The government has made two major concessions to win over the 312,060 teachers and avert a looming strike planned for next month when schools open for third term. Teachers Service Commission (TSC) has yielded to pressure from unions to review performance appraisal tools, weakening one of the major pillars the Kenya National Union of Teachers (Knut) is fronting to push mass action
Knut wants the commission to suspend the Performance Contract (PC) and Teacher Performance Appraisal and Development (TPAD) tools that have been running for the last two years.
The union argues that the tools were implanted without proper consultation and that teachers’ performances have dropped. “We demand that these tools be withdrawn immediately and unconditionally, failure to which we will not open schools on September 1,” said Wilson Sossion, Knut Secretary General. Knut has also listed delocalisation, performance tools, promotions, reinstatement of schemes of service and proposed compulsory career development training for teachers as points of dispute.

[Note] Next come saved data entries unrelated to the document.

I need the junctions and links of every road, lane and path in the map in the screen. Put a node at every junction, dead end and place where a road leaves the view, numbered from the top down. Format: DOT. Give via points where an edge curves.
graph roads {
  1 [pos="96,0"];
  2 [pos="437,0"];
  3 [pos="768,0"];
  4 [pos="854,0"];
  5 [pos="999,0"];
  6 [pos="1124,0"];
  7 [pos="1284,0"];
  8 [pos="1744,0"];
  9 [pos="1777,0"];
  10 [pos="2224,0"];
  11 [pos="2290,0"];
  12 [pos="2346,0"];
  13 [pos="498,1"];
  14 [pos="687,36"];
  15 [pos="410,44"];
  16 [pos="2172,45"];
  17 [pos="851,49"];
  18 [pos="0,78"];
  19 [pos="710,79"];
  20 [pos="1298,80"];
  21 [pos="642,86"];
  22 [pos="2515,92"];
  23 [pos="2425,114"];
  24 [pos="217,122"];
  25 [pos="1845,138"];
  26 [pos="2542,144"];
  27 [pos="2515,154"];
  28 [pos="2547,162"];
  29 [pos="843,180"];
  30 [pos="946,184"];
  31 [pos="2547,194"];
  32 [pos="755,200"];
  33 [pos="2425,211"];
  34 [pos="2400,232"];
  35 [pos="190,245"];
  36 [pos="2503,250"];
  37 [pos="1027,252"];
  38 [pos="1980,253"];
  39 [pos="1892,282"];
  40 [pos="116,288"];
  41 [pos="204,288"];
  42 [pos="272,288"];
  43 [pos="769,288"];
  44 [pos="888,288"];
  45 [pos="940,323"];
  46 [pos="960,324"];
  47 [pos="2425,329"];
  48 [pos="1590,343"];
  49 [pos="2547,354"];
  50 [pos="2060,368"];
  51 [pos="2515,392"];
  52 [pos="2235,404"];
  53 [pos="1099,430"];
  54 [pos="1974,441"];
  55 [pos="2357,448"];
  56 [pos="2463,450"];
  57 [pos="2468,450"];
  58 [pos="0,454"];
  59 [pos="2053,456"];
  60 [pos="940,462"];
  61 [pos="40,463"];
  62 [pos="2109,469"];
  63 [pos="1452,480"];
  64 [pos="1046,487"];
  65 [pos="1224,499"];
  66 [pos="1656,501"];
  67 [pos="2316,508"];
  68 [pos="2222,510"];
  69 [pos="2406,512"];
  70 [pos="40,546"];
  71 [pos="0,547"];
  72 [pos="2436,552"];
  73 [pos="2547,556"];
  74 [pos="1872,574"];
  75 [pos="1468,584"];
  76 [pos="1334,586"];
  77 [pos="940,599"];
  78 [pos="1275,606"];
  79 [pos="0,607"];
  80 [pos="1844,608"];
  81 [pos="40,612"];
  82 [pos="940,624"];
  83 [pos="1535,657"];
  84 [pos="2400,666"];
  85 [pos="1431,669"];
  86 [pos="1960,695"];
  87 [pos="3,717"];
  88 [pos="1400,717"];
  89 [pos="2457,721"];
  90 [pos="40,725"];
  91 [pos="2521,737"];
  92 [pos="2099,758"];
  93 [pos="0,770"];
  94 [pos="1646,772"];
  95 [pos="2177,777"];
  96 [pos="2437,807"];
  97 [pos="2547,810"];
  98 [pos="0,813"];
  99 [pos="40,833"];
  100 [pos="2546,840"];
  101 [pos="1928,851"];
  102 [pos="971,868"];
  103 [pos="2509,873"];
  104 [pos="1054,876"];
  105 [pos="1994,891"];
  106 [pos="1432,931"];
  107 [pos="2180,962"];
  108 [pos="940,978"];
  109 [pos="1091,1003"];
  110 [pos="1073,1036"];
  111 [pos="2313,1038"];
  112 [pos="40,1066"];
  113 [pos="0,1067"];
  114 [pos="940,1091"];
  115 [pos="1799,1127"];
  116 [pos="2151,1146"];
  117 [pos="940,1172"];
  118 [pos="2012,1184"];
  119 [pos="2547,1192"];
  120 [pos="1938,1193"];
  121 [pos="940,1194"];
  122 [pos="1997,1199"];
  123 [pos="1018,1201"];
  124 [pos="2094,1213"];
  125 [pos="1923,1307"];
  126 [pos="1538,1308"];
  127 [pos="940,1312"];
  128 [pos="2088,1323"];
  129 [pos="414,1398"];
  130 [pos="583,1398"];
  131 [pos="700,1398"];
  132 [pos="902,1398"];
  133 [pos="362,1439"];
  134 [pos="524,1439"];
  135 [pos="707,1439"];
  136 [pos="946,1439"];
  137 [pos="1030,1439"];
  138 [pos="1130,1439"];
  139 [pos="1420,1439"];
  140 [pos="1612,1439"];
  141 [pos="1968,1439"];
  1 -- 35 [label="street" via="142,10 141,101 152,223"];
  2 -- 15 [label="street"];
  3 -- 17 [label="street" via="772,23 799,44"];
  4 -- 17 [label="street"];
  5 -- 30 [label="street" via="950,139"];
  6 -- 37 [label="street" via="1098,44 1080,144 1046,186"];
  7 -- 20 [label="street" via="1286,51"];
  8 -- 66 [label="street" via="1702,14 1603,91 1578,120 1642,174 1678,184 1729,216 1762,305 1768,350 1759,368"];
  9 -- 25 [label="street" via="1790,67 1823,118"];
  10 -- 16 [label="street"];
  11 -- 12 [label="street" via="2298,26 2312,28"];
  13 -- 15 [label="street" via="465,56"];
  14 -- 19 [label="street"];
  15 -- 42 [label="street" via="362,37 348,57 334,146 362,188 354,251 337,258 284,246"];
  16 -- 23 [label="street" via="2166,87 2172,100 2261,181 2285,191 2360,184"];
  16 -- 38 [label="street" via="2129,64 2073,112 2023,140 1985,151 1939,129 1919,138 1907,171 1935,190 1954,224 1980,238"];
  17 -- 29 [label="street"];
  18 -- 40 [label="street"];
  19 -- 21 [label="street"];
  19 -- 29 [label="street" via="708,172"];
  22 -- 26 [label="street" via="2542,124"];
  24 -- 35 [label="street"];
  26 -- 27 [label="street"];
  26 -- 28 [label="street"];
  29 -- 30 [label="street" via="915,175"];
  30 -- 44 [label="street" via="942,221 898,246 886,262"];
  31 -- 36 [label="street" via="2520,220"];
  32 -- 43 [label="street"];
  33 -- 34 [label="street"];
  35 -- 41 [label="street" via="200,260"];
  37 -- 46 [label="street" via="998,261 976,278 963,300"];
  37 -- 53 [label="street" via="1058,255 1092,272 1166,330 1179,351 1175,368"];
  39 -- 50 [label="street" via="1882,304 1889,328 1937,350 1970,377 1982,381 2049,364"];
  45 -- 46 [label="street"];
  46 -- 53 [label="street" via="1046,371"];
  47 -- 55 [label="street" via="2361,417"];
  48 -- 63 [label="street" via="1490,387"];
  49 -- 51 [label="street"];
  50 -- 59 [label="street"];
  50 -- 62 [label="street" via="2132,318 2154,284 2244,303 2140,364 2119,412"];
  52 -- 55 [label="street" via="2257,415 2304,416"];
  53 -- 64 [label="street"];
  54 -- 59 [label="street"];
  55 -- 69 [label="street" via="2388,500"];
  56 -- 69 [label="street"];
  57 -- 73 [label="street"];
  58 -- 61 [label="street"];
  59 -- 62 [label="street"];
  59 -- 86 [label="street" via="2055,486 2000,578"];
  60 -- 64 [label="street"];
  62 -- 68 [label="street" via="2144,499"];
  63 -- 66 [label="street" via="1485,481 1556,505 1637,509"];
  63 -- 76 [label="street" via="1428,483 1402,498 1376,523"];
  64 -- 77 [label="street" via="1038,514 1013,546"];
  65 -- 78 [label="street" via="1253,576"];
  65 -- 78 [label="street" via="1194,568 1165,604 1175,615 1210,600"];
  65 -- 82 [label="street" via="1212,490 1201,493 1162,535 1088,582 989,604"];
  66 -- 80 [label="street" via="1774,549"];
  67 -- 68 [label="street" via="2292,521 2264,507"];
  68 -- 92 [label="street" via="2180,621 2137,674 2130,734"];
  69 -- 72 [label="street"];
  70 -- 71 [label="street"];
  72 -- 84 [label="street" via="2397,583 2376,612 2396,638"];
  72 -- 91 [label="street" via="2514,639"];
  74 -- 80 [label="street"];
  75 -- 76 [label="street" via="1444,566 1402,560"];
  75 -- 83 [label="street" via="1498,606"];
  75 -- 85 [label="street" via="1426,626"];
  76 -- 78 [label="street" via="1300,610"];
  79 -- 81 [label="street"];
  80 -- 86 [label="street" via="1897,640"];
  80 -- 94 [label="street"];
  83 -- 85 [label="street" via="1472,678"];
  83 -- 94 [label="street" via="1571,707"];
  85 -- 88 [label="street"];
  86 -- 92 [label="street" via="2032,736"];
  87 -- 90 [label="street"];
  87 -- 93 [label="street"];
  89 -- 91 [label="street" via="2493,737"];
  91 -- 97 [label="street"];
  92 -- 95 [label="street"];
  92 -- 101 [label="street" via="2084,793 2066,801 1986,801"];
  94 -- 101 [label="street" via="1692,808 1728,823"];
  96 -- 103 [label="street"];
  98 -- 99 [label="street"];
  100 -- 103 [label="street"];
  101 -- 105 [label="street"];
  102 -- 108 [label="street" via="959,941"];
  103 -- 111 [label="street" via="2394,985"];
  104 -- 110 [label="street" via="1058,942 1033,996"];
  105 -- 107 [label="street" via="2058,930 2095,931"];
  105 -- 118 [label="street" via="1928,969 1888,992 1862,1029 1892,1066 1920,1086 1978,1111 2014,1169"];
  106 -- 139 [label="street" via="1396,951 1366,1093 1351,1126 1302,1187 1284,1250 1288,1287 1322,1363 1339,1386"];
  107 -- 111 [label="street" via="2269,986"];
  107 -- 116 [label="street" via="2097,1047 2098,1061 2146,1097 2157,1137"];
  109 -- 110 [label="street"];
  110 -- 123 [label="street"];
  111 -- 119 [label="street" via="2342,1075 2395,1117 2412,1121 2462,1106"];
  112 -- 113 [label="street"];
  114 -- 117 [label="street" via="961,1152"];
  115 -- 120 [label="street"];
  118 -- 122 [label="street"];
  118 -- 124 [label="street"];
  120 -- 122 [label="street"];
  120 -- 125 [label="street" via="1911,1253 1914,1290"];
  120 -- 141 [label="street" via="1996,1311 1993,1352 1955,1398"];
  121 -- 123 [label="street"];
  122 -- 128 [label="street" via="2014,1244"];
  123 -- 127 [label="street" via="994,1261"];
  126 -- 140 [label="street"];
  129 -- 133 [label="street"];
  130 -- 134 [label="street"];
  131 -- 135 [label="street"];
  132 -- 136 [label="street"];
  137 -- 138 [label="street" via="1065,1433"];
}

President Uhuru Kenyatta this week made a major announcement calling for a review of the ongoing delocalisation of teachers, effectively removing the item from the dispute list. Uhuru instructed Ministry of Education Cabinet Secretary Amina Mohammed to spearhead the review of the transfer policy, a move that caught Knut off guard. The President said it had come to his attention that many families have been affected by the mass transfers, winning teachers’ hearts with the intervention. And speaking just a day after the President’s directive, TSC Chief Executive Officer Nancy Macharia has called for an immediate meeting to re-look the policy.